William Sharp writing as Fiona Macleod       

       This is but insanity to the extroverted accomplisher type, but when the effects of that mentality tend to an insane reality, well, “more is better” wasn’t true for Elvis, and its not true for us either.
       The aspect seen in Nuestra Señora de Guadalupe is a local one; but it can lead the seeker to the most puissant place of universal balance, harmony, and reconciliation; the home of the Planetary Soul.  Her compassion can console, but it can also inspire and heal all wounds.
       This is no philosophical exercise.  The not-so-ancient pre-Columbian Americans were completely engaged in their enterprise with a commitment that compels respect for their intentions, even if it is not clear exactly what they were, or what the changes were that they underwent over time.  No one goes into seclusion and draws a thorn-studded rope through one’s tongue or perforates one’s penis on a whim.  
       The impulses that inspired such sacrificial dedication still resonate within the life of this Land, as do also the deeper conditions that gave form to them.  One can only wonder what the fallout will be when the only enterprise which engages us moderns with an equivalent intensity is the urge to shop and the drive to invent ever-more effective means of bringing history to an end.  It is imperative that we begin to find our way to an understanding of the circumstances into which we are born, for the crises of the past are now our crises.
       To restate the issue yet again: There exist deeply compacted elements within the Earth-body (the macrocosmic human body) that long predate the appearance of the human species, and they are being unfolded and released in our time.  The pre-Columbian peoples attempted to engage and resolve these conflicted and latent components (beings, in essence) in a most direct fashion, but they were unable to carry the impulse through to completion; they repeatedly suffered the most retrograde collapses - the times were not right, but the impulses did not disappear; they were instead driven even more deeply within.  The nature of their overcomings will be veiled from view until we begin to occupy ourselves with the same endeavors. The process that they began to begin can now, in the first decades of the 21st century, be engaged in earnest; in full consciousness of the issues involved, and on a public global scale.  The Shadow/Double of both the European and American races will writhe and resist, but this is our access-point of transformative engagement with transpersonal planetary forces and the beings that source them.  To paraphrase: “It will be the worst of times, it will be the best of times.”  All the world will be stage, and the drama will engage the full range from the sublime to the farcical, from the banal to the impossible.  Tragedy may seem to predominate at first, but the global catharsis, if it is to be real and decisive, cannot be a half-hearted thing.  It will plumb the depths in all of us, but I have indicated what lies in the deep of those depths: not what we fear, but what we most secretly hope for.

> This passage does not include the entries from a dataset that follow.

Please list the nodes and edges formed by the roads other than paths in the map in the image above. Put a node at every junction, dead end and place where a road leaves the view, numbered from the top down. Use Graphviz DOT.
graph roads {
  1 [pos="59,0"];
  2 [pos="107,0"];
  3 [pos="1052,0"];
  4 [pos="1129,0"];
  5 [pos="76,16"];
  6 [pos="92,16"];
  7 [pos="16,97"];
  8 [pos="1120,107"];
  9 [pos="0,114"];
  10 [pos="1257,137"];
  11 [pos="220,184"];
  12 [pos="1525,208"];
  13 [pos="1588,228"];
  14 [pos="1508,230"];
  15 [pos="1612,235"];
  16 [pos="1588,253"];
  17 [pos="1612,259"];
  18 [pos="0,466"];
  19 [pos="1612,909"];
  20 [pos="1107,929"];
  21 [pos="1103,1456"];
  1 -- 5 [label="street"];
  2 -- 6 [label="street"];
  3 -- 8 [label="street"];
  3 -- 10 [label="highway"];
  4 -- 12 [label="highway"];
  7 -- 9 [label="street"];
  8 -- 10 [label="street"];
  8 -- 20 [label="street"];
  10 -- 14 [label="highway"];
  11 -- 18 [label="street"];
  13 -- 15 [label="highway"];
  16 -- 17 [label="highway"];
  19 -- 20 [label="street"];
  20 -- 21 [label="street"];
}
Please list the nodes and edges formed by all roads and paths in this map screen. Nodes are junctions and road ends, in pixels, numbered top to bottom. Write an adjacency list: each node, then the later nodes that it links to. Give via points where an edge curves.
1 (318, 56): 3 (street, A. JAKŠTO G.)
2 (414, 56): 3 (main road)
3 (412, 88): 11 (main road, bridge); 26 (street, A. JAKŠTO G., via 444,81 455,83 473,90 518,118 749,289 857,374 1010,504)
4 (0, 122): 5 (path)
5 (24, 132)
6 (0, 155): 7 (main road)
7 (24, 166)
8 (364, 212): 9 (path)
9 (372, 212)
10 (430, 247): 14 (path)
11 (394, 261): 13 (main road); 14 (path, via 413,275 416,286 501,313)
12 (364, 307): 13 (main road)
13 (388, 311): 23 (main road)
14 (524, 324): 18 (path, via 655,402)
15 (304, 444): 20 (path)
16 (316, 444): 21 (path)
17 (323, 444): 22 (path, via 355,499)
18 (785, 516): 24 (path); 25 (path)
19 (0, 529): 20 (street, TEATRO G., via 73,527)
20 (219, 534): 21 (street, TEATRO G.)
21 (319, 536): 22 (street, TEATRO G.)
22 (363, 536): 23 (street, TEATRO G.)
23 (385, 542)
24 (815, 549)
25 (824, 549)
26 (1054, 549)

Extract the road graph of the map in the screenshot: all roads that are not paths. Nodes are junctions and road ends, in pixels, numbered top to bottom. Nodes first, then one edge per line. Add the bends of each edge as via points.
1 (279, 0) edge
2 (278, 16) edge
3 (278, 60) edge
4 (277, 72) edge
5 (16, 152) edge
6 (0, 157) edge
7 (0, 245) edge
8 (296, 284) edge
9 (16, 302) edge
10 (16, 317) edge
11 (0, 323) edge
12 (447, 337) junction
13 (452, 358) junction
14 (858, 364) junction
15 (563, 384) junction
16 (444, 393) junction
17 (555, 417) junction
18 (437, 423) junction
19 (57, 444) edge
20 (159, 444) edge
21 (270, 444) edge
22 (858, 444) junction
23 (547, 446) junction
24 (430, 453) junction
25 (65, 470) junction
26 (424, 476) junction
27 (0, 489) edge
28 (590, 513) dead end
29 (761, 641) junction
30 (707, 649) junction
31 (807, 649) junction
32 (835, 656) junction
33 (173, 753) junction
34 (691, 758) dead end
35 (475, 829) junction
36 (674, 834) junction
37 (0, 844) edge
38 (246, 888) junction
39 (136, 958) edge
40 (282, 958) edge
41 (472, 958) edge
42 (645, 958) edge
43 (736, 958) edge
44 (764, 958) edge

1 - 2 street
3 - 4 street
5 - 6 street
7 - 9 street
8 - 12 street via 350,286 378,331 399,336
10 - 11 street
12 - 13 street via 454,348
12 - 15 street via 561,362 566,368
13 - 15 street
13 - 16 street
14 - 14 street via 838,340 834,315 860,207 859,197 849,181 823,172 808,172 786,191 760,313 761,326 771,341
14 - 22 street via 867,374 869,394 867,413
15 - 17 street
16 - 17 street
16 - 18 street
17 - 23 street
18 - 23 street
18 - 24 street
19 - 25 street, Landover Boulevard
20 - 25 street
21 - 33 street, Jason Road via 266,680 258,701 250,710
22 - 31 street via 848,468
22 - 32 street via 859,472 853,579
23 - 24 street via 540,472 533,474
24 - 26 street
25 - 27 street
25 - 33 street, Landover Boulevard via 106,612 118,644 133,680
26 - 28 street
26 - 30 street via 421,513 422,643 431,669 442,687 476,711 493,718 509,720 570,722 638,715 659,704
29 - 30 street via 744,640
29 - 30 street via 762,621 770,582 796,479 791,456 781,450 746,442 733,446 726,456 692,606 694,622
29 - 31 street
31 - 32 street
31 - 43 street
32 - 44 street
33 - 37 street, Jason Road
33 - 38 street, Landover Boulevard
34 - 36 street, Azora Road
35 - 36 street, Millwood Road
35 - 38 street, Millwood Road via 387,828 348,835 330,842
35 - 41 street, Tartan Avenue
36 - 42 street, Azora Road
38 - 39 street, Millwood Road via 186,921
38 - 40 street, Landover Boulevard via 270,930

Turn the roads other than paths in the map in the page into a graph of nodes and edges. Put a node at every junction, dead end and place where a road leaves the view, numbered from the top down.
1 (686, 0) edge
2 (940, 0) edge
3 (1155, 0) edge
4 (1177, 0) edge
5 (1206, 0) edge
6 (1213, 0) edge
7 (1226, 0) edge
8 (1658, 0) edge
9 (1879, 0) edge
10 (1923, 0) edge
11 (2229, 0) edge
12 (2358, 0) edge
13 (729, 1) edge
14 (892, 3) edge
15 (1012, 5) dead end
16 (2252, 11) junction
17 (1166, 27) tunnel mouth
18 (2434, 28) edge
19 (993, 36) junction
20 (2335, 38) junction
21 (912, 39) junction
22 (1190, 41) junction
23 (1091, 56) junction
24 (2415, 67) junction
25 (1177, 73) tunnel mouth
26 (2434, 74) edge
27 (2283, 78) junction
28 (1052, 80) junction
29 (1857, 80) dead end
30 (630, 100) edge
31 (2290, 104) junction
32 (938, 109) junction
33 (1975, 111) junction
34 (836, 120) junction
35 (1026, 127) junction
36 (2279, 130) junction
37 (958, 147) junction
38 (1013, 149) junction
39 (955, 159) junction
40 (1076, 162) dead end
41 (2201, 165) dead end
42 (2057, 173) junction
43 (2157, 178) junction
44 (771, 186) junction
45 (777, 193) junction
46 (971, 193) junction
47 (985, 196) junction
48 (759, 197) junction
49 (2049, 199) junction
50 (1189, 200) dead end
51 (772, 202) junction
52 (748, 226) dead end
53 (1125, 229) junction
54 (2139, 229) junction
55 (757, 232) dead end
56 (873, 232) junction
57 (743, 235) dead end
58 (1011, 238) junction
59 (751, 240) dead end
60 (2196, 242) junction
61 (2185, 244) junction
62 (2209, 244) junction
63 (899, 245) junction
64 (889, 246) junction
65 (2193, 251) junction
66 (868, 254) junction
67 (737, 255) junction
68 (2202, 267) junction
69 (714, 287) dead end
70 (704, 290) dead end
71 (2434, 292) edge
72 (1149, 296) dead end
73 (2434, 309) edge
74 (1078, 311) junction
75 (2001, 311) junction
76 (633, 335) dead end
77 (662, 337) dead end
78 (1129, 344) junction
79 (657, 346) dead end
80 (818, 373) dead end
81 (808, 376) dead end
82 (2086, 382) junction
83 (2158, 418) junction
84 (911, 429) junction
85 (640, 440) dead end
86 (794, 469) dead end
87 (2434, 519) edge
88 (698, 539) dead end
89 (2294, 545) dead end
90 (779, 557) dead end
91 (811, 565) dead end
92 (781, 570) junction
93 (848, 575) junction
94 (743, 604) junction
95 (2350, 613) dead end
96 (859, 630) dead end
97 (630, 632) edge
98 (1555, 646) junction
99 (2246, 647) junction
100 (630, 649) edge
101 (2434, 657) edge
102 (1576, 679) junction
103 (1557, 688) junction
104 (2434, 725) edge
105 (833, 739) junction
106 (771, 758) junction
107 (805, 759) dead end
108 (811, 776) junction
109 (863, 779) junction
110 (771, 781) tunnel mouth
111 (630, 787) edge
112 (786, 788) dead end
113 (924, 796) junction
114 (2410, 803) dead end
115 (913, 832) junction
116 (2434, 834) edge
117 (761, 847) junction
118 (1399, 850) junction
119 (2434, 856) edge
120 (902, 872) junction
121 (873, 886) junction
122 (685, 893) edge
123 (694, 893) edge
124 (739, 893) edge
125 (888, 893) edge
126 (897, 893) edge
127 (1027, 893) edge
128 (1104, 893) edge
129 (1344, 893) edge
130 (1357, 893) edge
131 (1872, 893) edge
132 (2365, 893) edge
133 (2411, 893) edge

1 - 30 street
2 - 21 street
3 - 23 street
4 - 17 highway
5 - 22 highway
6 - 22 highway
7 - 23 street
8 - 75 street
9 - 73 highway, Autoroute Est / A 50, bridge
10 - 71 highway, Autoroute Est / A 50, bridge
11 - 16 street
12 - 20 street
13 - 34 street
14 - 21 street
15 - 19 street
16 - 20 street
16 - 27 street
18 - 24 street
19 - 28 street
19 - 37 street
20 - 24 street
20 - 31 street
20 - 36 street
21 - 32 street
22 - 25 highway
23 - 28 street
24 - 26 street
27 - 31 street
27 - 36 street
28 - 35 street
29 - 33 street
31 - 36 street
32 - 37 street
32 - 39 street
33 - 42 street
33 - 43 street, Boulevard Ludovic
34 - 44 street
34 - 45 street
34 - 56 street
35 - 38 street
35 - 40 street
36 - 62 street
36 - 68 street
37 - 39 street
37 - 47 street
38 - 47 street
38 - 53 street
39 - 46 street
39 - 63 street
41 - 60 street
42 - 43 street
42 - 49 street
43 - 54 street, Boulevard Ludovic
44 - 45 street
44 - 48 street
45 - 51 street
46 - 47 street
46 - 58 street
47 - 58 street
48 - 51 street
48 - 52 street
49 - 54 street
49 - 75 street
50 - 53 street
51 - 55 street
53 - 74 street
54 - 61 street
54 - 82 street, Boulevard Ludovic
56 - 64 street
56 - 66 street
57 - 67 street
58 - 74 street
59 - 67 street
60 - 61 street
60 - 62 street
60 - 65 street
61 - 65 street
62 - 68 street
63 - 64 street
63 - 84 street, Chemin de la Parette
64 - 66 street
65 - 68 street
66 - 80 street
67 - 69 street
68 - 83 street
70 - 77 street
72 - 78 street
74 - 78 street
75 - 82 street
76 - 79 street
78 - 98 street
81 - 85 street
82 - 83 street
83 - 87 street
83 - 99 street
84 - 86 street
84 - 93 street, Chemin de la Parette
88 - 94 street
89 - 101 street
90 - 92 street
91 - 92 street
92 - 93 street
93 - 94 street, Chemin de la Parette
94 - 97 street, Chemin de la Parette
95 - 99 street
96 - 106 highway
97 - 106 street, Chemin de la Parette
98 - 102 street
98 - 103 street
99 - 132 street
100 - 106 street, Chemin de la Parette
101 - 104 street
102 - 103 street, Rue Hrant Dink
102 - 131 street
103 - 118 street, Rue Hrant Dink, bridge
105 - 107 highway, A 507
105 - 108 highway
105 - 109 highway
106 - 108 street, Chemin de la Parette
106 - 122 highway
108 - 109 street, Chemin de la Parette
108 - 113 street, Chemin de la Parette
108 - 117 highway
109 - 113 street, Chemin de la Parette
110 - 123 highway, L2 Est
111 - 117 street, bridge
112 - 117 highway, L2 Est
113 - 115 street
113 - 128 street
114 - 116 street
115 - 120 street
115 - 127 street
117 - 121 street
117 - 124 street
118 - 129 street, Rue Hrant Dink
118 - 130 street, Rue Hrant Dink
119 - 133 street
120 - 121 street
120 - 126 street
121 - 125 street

       If what we fear is at the same time that which we most hope for, that is a neurosis which we will have to outgrow, even if it is one of our most perverse and beloved disfunctions, for reluctance to enter into a true relationship with Power is our only real weakness.  There is light at the end of the tunnel, but contrary to expectations of both Left and Right, it is not a train.  We must, however, penetrate and leave behind what are the distracting considerations of what are no more than turbulence and noise and be focussed on the realms of clear sailing which lie beyond.